It's fitting that the NBA Finals switched to a 2-2-1-1-1 format for the first time since 1984, as the AT&T Center's air conditioning malfunction made for sweltering Game 1 conditions that resembled the old Boston Garden. Consequently, LeBron James' severe cramping and fourth-quarter absence have taken top headlines after Thursday night's stunning events.
Despite the 15-point margin of victory, the San Antonio Spurs did accomplish much of their work in the absence of LeBron, erasing the Miami Heat's seven-point fourth-quarter lead. Nevertheless, it appears the oddsmakers have continued to side with the Spurs as the favorite, per Odds Shark:
|San Antonio Spurs||-4.5|
via Odds Shark as of June 7, 1 PM ET
So what should NBA fans watch for in Game 2? Here are a few early keys, along with full TV information for the rest of the series.
|Game||Location||Date||Time (ET)||TV Station|
|2||San Antonio||Sunday, June 8||8 p.m.||ABC|
|3||Miami||Tuesday, June 10||9 p.m.||ABC|
|4||Miami||Thursday, June 12||9 p.m.||ABC|
|5 (if necessary)||San Antonio||Sunday, June 15||8 p.m.||ABC|
|6 (if necessary)||Miami||Tuesday, June 17||9 p.m.||ABC|
|7 (if necessary)||San Antonio||Friday, June 20||9 p.m.||ABC|
Miami Heat: Tighten up
Blame LeBron's cramps all you want, but the Heat's defense totally disappeared in the fourth quarter, allowing the Spurs to shoot a remarkable 14-of-16 from the field.
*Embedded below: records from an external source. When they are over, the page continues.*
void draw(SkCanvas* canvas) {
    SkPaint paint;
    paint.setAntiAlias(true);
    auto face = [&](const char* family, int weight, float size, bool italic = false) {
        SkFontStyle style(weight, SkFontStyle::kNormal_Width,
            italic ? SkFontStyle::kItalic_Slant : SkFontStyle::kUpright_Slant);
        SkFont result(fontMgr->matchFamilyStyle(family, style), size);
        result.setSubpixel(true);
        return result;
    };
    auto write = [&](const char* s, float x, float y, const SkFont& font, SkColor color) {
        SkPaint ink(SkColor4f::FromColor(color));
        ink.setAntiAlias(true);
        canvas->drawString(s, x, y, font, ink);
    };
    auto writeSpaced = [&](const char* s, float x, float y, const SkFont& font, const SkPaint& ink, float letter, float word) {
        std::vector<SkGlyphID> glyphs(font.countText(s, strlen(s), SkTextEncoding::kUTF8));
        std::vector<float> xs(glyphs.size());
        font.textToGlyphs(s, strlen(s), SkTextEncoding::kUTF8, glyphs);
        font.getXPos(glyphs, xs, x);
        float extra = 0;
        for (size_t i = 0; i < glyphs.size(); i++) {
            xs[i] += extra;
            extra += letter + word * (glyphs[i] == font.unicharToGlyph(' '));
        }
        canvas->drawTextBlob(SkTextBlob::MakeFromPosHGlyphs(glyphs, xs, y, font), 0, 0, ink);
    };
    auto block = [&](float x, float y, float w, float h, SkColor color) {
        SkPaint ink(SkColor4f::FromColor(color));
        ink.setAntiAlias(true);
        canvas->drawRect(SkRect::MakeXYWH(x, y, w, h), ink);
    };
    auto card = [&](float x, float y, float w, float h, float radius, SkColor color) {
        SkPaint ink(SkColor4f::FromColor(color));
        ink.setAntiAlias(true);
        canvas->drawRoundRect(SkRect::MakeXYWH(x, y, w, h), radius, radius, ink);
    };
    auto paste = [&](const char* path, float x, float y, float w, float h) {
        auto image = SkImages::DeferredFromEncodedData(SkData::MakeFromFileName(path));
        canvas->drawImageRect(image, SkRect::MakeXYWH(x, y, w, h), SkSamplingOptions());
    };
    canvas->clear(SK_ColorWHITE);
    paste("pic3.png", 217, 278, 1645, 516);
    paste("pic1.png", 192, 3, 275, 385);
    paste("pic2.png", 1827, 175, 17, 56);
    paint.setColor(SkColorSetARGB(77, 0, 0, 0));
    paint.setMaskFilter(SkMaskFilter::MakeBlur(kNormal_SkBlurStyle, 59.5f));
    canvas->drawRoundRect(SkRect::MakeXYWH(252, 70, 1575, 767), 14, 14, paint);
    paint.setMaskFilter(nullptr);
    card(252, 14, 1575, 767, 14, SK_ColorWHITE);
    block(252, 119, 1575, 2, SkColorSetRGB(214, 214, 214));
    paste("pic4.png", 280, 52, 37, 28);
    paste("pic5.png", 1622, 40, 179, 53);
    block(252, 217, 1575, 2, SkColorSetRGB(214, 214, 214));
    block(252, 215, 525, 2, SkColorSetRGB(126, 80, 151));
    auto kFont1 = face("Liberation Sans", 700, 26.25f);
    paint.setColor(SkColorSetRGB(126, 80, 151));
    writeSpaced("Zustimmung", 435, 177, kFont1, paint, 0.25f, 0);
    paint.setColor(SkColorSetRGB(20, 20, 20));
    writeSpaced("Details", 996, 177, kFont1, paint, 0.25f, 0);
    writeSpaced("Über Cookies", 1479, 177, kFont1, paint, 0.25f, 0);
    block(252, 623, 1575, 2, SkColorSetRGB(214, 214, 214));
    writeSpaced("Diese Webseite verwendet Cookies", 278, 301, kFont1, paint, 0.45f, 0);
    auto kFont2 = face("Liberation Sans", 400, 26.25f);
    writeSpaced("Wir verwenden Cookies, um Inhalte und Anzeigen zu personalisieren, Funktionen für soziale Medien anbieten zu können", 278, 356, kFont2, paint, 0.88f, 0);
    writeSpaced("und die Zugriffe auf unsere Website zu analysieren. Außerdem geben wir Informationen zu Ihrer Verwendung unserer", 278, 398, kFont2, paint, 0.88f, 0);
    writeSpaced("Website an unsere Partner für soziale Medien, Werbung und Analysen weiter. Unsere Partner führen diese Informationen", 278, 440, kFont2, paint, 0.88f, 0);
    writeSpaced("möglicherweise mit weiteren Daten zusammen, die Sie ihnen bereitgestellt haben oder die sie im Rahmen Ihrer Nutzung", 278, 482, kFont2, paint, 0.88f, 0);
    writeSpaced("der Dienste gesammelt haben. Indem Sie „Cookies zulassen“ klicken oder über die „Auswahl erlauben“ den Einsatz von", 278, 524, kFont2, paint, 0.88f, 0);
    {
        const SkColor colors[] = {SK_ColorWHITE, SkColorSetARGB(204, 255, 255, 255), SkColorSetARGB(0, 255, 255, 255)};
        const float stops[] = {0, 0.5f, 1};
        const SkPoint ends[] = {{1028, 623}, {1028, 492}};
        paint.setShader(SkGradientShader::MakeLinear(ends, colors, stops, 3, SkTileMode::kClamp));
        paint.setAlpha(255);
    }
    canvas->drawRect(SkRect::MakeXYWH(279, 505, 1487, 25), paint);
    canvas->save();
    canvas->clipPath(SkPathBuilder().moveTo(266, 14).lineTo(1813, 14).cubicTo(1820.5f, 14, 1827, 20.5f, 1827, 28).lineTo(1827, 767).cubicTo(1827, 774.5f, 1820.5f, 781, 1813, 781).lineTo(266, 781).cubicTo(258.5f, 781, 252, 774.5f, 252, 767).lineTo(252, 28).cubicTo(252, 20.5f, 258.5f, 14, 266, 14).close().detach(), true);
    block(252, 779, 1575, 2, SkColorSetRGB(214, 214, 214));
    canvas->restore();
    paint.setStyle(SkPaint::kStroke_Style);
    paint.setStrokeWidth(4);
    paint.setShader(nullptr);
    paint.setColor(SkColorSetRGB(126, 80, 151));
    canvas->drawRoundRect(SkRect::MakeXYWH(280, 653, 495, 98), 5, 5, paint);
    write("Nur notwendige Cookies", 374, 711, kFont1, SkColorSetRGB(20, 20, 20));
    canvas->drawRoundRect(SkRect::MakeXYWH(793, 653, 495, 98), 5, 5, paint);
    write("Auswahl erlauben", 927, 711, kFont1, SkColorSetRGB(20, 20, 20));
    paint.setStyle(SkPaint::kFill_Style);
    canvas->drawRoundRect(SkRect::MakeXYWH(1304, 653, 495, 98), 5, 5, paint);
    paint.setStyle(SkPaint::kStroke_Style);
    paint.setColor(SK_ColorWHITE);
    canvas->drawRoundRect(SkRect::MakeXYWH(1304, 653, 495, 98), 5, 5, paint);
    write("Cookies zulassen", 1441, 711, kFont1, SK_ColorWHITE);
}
Indeed, for the majority of the night, Miami's defense was an all-or-nothing proposition:
Heat playing VCU-style defense. 23 TOs forced and 2.87 PPP allowed on non-TO poss.— Andy Glockner (@AndyGlockner) June 6, 2014
That's a stark departure from the Heat's typically relentless defensive reputation, though the arena conditions certainly appeared to take their toll on the players. Nevertheless, the major matchup storyline was how Miami's defense couldn't stop San Antonio's uber-efficient offense. NBA.com's Jon Schumann suggested before the series that the Heat could struggle containing the perimeter, a notion that manifested itself in Game 1:
The numbers show that the Heat’s biggest issues in the playoffs have been on the perimeter. From outside the paint, their opponents have an effective field-goal percentage of 51.5 percent, highest in the postseason. Spurs playoff opponents, in comparison, have had an effective field-goal percentage of only 43.7 percent from outside the paint in the playoffs.
The Heat were more aggressive in closing out on three-point shooters in the second half but had essentially waved the white flag by the end of the game. Consequently, San Antonio did not miss on any of its six fourth-quarter three-point attempts.
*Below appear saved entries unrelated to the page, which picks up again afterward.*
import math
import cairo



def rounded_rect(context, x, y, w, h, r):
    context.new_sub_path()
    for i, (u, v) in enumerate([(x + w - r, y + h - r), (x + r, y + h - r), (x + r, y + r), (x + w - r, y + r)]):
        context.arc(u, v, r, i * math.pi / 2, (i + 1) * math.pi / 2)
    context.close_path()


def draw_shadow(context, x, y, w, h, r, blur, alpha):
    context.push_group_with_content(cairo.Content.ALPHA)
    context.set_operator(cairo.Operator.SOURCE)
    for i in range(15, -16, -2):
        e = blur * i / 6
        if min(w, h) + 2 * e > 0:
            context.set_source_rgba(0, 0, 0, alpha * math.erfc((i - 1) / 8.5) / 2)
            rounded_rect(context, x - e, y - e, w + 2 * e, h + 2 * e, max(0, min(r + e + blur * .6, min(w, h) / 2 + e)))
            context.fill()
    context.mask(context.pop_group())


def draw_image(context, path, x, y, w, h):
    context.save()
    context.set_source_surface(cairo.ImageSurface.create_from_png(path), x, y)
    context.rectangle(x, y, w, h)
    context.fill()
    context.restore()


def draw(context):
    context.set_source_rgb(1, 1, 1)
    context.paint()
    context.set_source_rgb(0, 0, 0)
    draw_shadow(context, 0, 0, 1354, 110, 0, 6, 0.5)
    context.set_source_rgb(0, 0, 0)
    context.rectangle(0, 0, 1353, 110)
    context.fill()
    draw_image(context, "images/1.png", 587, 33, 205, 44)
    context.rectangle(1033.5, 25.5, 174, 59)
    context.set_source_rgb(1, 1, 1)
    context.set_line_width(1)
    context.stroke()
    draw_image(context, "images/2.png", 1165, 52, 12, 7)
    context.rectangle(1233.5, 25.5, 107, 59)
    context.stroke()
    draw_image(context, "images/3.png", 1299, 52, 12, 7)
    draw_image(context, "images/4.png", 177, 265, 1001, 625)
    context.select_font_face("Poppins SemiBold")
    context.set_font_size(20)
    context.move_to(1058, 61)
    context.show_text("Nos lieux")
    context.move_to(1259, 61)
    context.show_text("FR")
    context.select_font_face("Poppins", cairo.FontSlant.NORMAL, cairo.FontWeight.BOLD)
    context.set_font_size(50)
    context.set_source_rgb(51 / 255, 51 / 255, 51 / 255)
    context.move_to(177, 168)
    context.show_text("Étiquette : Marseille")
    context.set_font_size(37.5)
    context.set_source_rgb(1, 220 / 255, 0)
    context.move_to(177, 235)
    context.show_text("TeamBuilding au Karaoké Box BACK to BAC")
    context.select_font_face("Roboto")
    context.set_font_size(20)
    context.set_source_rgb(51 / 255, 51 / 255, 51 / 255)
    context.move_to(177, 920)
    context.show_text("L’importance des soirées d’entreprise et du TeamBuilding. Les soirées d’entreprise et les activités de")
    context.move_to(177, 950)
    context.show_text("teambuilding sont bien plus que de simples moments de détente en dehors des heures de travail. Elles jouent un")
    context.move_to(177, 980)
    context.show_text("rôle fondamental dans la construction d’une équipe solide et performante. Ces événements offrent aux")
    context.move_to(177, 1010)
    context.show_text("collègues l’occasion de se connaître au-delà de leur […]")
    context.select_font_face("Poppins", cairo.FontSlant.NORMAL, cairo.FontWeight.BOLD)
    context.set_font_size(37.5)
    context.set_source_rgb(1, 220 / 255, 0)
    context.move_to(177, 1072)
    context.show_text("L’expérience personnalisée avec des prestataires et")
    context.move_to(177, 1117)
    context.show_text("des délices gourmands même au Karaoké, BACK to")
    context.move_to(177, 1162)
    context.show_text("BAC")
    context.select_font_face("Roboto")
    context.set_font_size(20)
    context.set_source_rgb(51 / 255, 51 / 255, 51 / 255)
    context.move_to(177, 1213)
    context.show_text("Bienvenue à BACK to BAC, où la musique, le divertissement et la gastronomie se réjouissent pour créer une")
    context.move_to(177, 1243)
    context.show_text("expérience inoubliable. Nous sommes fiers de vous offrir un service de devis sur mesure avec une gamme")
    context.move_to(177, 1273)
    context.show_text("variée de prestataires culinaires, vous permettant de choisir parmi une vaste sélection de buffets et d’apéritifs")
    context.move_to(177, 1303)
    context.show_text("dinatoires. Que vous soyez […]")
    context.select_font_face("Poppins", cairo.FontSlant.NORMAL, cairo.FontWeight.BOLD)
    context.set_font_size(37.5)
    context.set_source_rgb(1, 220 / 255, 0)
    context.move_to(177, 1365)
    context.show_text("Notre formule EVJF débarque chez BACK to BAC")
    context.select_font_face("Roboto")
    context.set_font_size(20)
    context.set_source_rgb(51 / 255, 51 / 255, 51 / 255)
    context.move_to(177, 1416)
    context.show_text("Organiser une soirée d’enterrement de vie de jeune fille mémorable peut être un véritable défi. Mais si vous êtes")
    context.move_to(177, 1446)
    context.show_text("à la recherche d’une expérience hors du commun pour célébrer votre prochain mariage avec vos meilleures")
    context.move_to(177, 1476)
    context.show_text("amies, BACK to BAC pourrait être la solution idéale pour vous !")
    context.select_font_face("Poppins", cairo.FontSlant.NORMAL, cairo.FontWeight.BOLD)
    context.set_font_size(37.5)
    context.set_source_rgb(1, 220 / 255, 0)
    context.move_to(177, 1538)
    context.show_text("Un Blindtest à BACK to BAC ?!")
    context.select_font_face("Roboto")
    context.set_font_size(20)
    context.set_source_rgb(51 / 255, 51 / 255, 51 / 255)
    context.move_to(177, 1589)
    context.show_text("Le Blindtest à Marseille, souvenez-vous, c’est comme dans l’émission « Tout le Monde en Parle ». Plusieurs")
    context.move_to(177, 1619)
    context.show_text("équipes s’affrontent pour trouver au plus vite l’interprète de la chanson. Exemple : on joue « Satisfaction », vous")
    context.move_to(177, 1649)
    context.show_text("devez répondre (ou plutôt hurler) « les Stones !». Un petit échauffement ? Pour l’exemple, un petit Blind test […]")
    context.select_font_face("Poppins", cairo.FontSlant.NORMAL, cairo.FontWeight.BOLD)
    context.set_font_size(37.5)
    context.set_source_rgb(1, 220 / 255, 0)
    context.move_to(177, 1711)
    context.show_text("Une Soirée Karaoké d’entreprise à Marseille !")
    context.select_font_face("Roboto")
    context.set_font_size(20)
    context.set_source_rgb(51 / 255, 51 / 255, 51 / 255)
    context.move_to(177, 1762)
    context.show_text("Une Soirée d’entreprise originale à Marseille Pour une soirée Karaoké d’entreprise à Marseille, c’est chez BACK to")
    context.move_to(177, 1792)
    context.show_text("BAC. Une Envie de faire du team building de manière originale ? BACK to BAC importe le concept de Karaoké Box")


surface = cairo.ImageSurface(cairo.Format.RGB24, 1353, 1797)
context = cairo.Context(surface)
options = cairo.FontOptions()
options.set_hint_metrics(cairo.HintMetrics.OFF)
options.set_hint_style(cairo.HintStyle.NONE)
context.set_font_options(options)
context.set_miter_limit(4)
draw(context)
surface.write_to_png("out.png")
With the AT&T Center likely to house much cooler conditions Sunday night, Miami will not have an excuse for lack of effort. The Heat have built their championship foundation upon stifling defense, a tenet they must recapture to avoid a 2-0 hole.
San Antonio Spurs: Cut Down the Turnovers
As dominant as the Spurs were in the fourth quarter, they were also equally fortunate to win after committing 22 turnovers, many of the head-shaking variety. Against a team like Miami that normally thrives in transition, San Antonio's win was truly a historic rarity:
Spurs had 22 turnovers in their Gm 1 victory, the most a winning team has had in an NBA Finals game in at least 28 yrs, per BBall Reference— Chris Herring (@HerringWSJ) June 6, 2014
In fairness, the Spurs significantly improved their execution in the final frame and were closing the gap before LeBron's cramps propelled them past the finish line. Still, San Antonio left itself vulnerable to defeat with arguably its sloppiest three quarters of the postseason, even as it held the lead the majority of the game.
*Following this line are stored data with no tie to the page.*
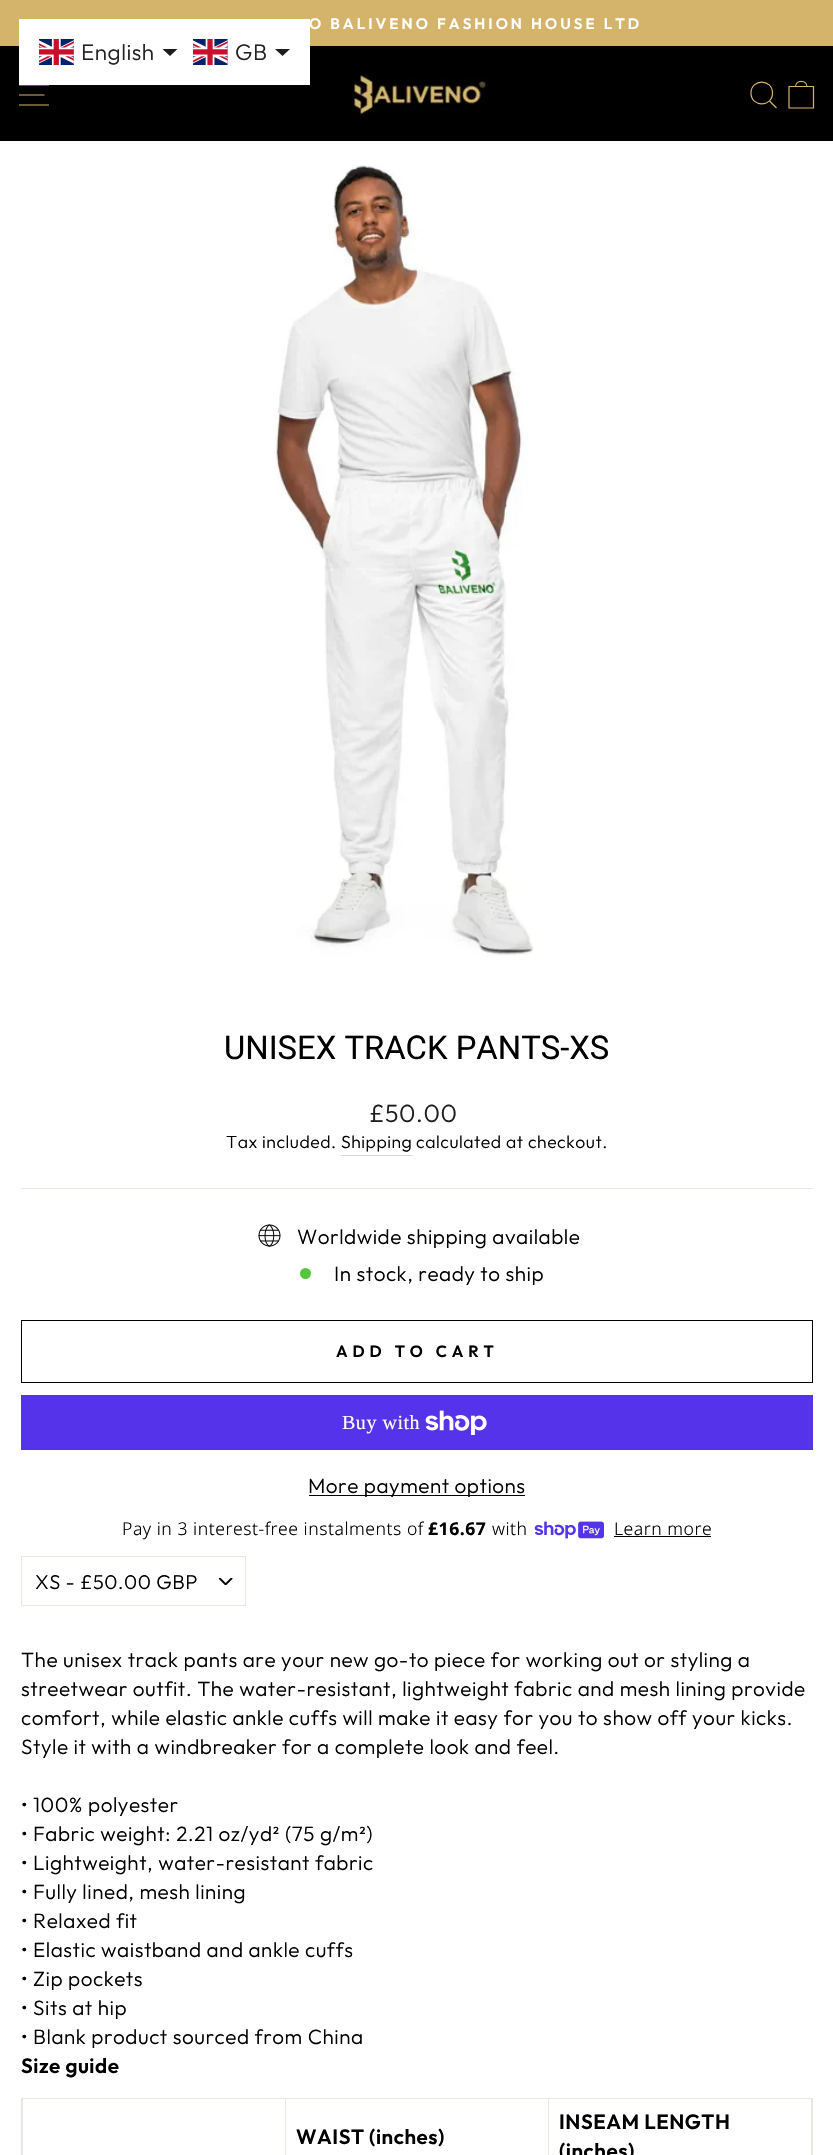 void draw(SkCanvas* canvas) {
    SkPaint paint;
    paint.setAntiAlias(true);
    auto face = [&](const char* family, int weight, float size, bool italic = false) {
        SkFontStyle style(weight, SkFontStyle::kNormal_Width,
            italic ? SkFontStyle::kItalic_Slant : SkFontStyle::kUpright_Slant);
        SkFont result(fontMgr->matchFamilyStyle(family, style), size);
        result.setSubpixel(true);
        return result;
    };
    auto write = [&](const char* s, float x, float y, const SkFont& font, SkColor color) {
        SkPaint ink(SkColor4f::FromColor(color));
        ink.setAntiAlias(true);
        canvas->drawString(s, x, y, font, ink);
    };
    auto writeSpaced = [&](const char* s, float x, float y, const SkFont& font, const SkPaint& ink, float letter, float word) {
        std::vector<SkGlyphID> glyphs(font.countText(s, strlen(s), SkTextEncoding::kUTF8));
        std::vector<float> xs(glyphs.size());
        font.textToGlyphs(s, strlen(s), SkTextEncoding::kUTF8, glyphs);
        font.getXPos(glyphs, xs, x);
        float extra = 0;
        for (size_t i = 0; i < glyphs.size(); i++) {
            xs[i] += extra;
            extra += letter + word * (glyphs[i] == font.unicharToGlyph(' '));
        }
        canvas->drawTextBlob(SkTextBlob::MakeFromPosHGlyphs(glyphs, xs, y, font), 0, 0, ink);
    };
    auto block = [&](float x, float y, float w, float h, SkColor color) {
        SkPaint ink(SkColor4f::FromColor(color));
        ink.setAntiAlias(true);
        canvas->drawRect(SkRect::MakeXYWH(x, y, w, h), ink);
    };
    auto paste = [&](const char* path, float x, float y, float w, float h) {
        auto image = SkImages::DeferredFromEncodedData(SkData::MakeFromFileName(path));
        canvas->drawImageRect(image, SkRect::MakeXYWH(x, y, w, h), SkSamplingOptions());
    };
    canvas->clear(SK_ColorWHITE);
    block(0, 0, 833, 46, SkColorSetRGB(212, 179, 106));
    auto kFont1 = face("Outfit", 600, 15.2f);
    paint.setColor(SK_ColorWHITE);
    writeSpaced("O BALIVENO FASHION HOUSE LTD", 309, 29, kFont1, paint, 3.05f, 0);
    block(0, 46, 833, 95, SK_ColorBLACK);
    paint.setStyle(SkPaint::kStroke_Style);
    paint.setStrokeWidth(1.2f);
    paint.setColor(SkColorSetRGB(212, 179, 106));
    canvas->drawPath(SkPathBuilder().moveTo(19, 85).lineTo(49, 85).moveTo(19, 95).lineTo(44.5f, 95).moveTo(19, 105).lineTo(49, 105).detach(), paint);
    paste("pic1.png", 350, 74, 136, 42);
    canvas->drawPath(SkPathBuilder().moveTo(772.5f, 93).cubicTo(772.5f, 107.5f, 751, 107.5f, 751, 93).cubicTo(751, 78.5f, 772.5f, 78.5f, 772.5f, 93).close().moveTo(776.5f, 108).lineTo(769.5f, 101).detach(), paint);
    canvas->drawPath(SkPathBuilder().moveTo(789, 86.5f).lineTo(813.5f, 86.5f).lineTo(813.5f, 108).lineTo(789, 108).close().moveTo(795.5f, 87).cubicTo(795.5f, 79.5f, 807, 79.5f, 807, 87).detach(), paint);
    paste("pic2.png", 274, 165, 260, 792);
    auto kFont2 = face("Roboto", 400, 32.8f);
    write("UNISEX TRACK PANTS-XS", 224, 1059, kFont2, SK_ColorBLACK);
    auto kFont3 = face("Outfit", 300, 25);
    paint.setStyle(SkPaint::kFill_Style);
    paint.setColor(SkColorSetRGB(28, 29, 29));
    writeSpaced("£50.00", 369, 1122, kFont3, paint, 0.52f, 0);
    auto kFont4 = face("Outfit", 300, 17.6f);
    paint.setColor(SK_ColorBLACK);
    writeSpaced("Tax included. Shipping", 226, 1148, kFont4, paint, 0.52f, 0);
    writeSpaced("calculated at checkout.", 416, 1148, kFont4, paint, 0.52f, 0);
    block(341, 1155, 72, 1, SkColorSetRGB(217, 217, 217));
    block(21, 1188, 792, 1, SkColorSetRGB(232, 232, 225));
    paste("pic3.png", 258, 1224, 23, 23);
    auto kFont5 = face("Outfit", 300, 20.7f);
    writeSpaced("Worldwide shipping available", 297, 1244, kFont5, paint, 0.52f, 0);
    paint.setColor(SkColorSetRGB(84, 198, 58));
    canvas->drawCircle(305.5f, 1273.5f, 5.5f, paint);
    paint.setColor(SK_ColorBLACK);
    writeSpaced("In stock, ready to ship", 334, 1281, kFont5, paint, 0.52f, 0);
    paint.setStyle(SkPaint::kStroke_Style);
    paint.setStrokeWidth(1);
    canvas->drawRect(SkRect::MakeXYWH(21.5f, 1320.5f, 791, 62), paint);
    auto kFont6 = face("Outfit", 600, 16.25f);
    paint.setStyle(SkPaint::kFill_Style);
    writeSpaced("ADD TO CART", 336, 1357, kFont6, paint, 4.9f, 0);
    block(21, 1395, 792, 55, SkColorSetRGB(84, 51, 235));
    auto kFont7 = face("Liberation Serif", 400, 20);
    paint.setColor(SK_ColorWHITE);
    writeSpaced("Buy with", 342, 1429, kFont7, paint, 0.52f, 0);
    paste("pic4.png", 425, 1410, 62, 25);
    block(309, 1495, 216, 1, SK_ColorBLACK);
    paint.setColor(SK_ColorBLACK);
    writeSpaced("More payment options", 308, 1493, kFont5, paint, 0.52f, 0);
    auto kFont8 = face("Noto Sans", 300, 17.6f);
    writeSpaced("Pay in 3 interest-free instalments of", 122, 1535, kFont8, paint, 0.52f, 0);
    auto kFont9 = face("Noto Sans", 700, 17.6f);
    writeSpaced("£16.67", 428, 1535, kFont9, paint, 0.52f, 0);
    writeSpaced("with", 492, 1535, kFont8, paint, 0.52f, 0);
    paste("pic5.png", 534, 1521, 70, 18);
    writeSpaced("Learn more", 614, 1535, kFont8, paint, 0.52f, 0);
    block(614, 1536, 97, 1, SK_ColorBLACK);
    paste("pic6.png", 219, 1578, 14, 7);
    paint.setStyle(SkPaint::kStroke_Style);
    paint.setColor(SkColorSetRGB(232, 232, 225));
    canvas->drawRect(SkRect::MakeXYWH(21.5f, 1556.5f, 224, 49), paint);
    auto kFont10 = face("Outfit", 300, 20);
    paint.setStyle(SkPaint::kFill_Style);
    paint.setColor(SK_ColorBLACK);
    writeSpaced("XS - £50.00 GBP", 35, 1589, kFont10, paint, 0.5f, 0);
    writeSpaced("The unisex track pants are your new go-to piece for working out or styling a", 21, 1667, kFont5, paint, 0.52f, 0);
    writeSpaced("streetwear outfit. The water-resistant, lightweight fabric and mesh lining provide", 21, 1696, kFont5, paint, 0.52f, 0);
    writeSpaced("comfort, while elastic ankle cuffs will make it easy for you to show off your kicks.", 21, 1725, kFont5, paint, 0.52f, 0);
    writeSpaced("Style it with a windbreaker for a complete look and feel.", 21, 1754, kFont5, paint, 0.52f, 0);
    writeSpaced("• 100% polyester", 21, 1812, kFont5, paint, 0.52f, 0);
    writeSpaced("• Fabric weight: 2.21 oz/yd² (75 g/m²)", 21, 1841, kFont5, paint, 0.52f, 0);
    writeSpaced("• Lightweight, water-resistant fabric", 21, 1870, kFont5, paint, 0.52f, 0);
    writeSpaced("• Fully lined, mesh lining", 21, 1899, kFont5, paint, 0.52f, 0);
    writeSpaced("• Relaxed fit", 21, 1928, kFont5, paint, 0.52f, 0);
    writeSpaced("• Elastic waistband and ankle cuffs", 21, 1957, kFont5, paint, 0.52f, 0);
    writeSpaced("• Zip pockets", 21, 1986, kFont5, paint, 0.52f, 0);
    writeSpaced("• Sits at hip", 21, 2015, kFont5, paint, 0.52f, 0);
    writeSpaced("• Blank product sourced from China", 21, 2044, kFont5, paint, 0.52f, 0);
    auto kFont11 = face("Outfit", 600, 20.7f);
    writeSpaced("Size guide", 21, 2073, kFont11, paint, 0.52f, 0);
    block(21, 2098, 792, 57, SkColorSetRGB(232, 232, 225));
    block(23, 2099, 262, 56, SK_ColorWHITE);
    block(286, 2099, 262, 56, SK_ColorWHITE);
    writeSpaced("WAIST (inches)", 296, 2144, kFont11, paint, 0.52f, 0);
    block(549, 2099, 262, 56, SK_ColorWHITE);
    writeSpaced("INSEAM LENGTH", 559, 2129, kFont11, paint, 0.52f, 0);
    writeSpaced("(inches)", 559, 2158, kFont11, paint, 0.52f, 0);
    block(19, 19, 291, 66, SK_ColorWHITE);
    paste("pic7.png", 39, 39, 35, 26);
    auto kFont12 = face("Outfit", 300, 22.5f);
    paint.setColor(SkColorSetRGB(32, 34, 35));
    writeSpaced("English", 81, 60, kFont12, paint, 0.52f, 0);
    paint.setColor(SkColorSetRGB(29, 29, 29));
    canvas->drawPath(SkPathBuilder().moveTo(162.5f, 49).lineTo(177.5f, 49).lineTo(170, 56).close().detach(), paint);
    paste("pic8.png", 193, 39, 35, 26);
    paint.setColor(SkColorSetRGB(32, 34, 35));
    writeSpaced("GB", 235, 60, kFont12, paint, 0.52f, 0);
    paint.setColor(SkColorSetRGB(29, 29, 29));
    canvas->drawPath(SkPathBuilder().moveTo(275, 49).lineTo(290, 49).lineTo(282.5f, 56).close().detach(), paint);
}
At the same time, the fourth quarter illustrated what the Spurs are capable of, and many favor them over the two-time defending champions. As CBS Sports' Matt Moore relays, Danny Green believes that familiarity may have been San Antonio's enemy in Game 1:
Green admitted after the game that could be influenced by the two teams having played one another so often.
"Possibly that had something to do wit it, but also being careless with the ball and not finding the right people. You know they're a good defensive team, they're long and athletic. We got lucky tonight. we can't turn the ball over 23 times and expect to win."
The Spurs saved themselves with timely shooting and excellent passing, as 30 of their 40 baskets on the night were assisted. So long as Tony Parker's ankle holds up, San Antonio should continue to employ steady ball-handling to thwart off Miami's defense.
But the margin for error is thin, and the desperate Heat will surely crank up their pressure defense to rare levels in Game 2. For San Antonio to hold serve on its home court, the fourth quarter from Game 1 will need to resemble every quarter Sunday night.